AI finetuning has also broadly been a space where TEEs have been in production, given the need to remotely run proprietary models on even more proprietary data. As mentioned in the previous article, teams like Apple and Amazon have built their own inference hardware with TEEs, but critically, each of Nvidia’s ubiquitous server-grade GPUs after the H100 contain secure enclaves. This distribution effect of Nvidia’s GPUs having a TEE onboard has given rise to auditable AI through TEEs. Libraries like Phala’s Dstack have given developers a uniform experience for productionizing GPU TEEs, which is useful for teams building agents and running inference in applications where users might need to verify that a model is what it claims to be.
As of now, adding TEEs onto an already robust privacy app is a relative no-brainer as it adds 0-day or physical access as a form of conditionality to realize other weaknesses—the trouble is assuming robustness of the TEEless app. On the question of how developers go about achieving this by implementing TEEs into their stack, there are a wide range of competing frameworks: Gramine and Scalable SGX for Intel, AMD’s SEV, confidential VM platforms like Intel’s TDX, unified sets of APIs like those prescribed by the recent hardware agnostic TPM 2.0 libraries, and open-source frameworks like dStack that developers interact with on top of the hardware. All of these attempt to solve past vulnerabilities within the bounds of the TEE trust model. While this isn’t quite a standard of privacy, this diversity within enterprise TEEs can have some advantages, which we’ll note later.
Broadly, TEEs are more than just “good enough” for minimizing latency on ephemeral use cases but are structurally unfit to anchor a universal privacy layer as a single solution.
Over time, modern MPC implementations have evolved beyond academic curiosities into specialized tooling for latency-tolerant privacy applications. Production-ready frameworks (re)written in Rust, like MP-SPDZ, have enabled practical deployments where multiple parties compute on sharded secrets. For instance, identity checks using World’s iris scans leverage this property to access a distributed database of highly sensitive information in a compliant manner. Systems like World lean heavily on preprocessing techniques like those in BDOZ/SPDZ protocols, which amortize cryptographic overhead by pre-generating correlated randomness for later computations.
Crucially, projects now target niche verticals where MPC’s trust decentralization aligns with operational realities. Custody providers like Fireblocks use threshold ECDSA to secure institutional wallets, while privacy-focused chains like Namada employ MPC for cross-chain asset shielding.
MPC inherently accommodates decentralized inputs, allowing multiple independent parties to securely contribute secret data according to the hardness of a given implementation without centralizing trust or control.
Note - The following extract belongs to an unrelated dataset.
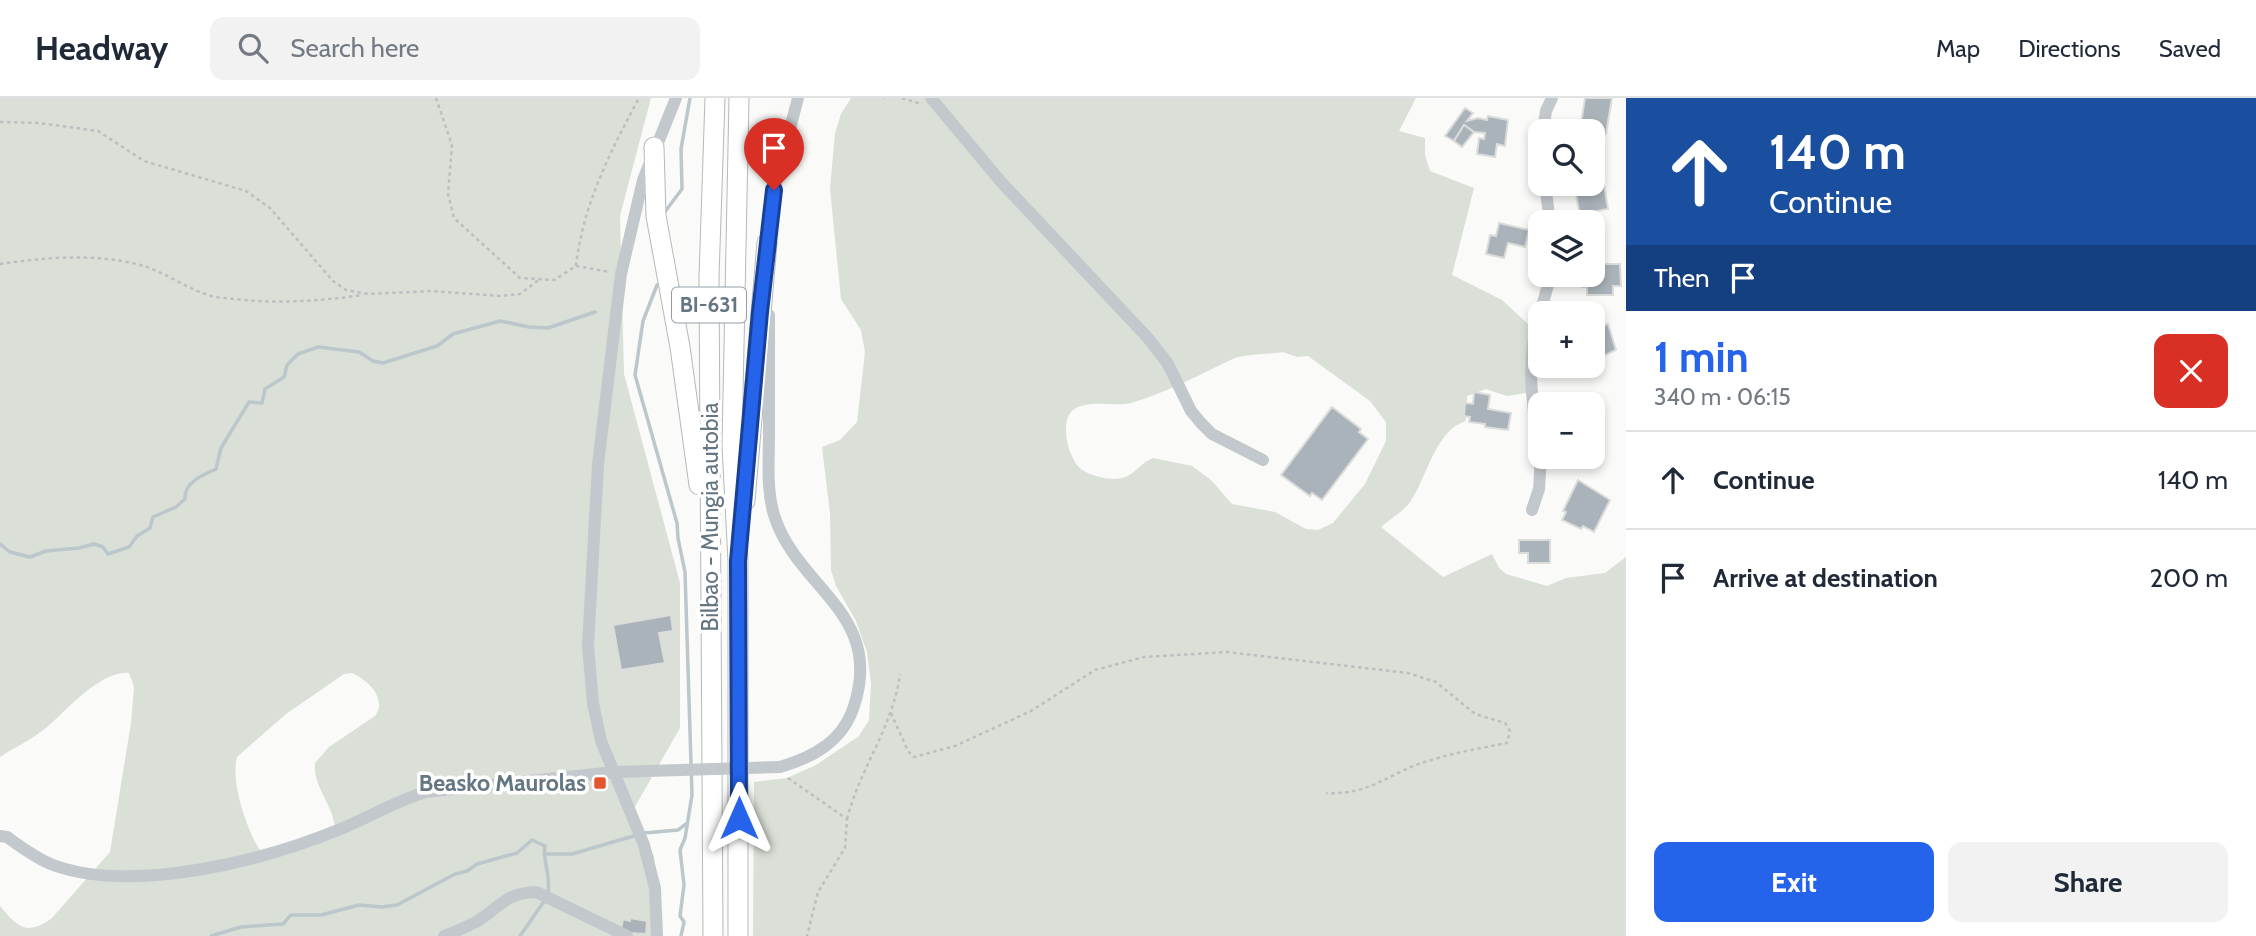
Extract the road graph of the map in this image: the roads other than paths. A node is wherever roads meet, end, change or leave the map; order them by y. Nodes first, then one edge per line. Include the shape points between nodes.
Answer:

This capability enables truly distributed operations, naturally aligning with decentralization. Moreover, MPC implementations can achieve robustness similar to erasure coding by semi-redundantly distributing computations across several participants. If some nodes fail or act maliciously, the overall system maintains integrity by reconstructing outcomes from the remaining honest parties, thus providing strong redundancy and fault-tolerance. Additionally, recent advancements like Dan Boneh’s work on traitor tracing for threshold decryption reinforce MPC’s tradeoffs between communication overhead and collusion resistance by embedding uniquely identifiable markers in secret shares, allowing networks to detect and deter malicious collusion retroactively. Another area where MPC’s properties shine is in 2PC settings, wherein one party is the proposer, while the other is the verifier. In this specific setting, MPC takes advantage of natural trust assumptions and data asymmetries between proposers and verifiers, while being relatively performant. All in all, MPC at present has a unique strength in bridging crypto’s trustless ideals with practical, decentralized operational realities—supposing systems don’t use too few or too many nodes.
Along these lines, an Achilles’ heel of MPC continues to be the complexity in coordinating and bootstrapping a trustworthy network of nodes.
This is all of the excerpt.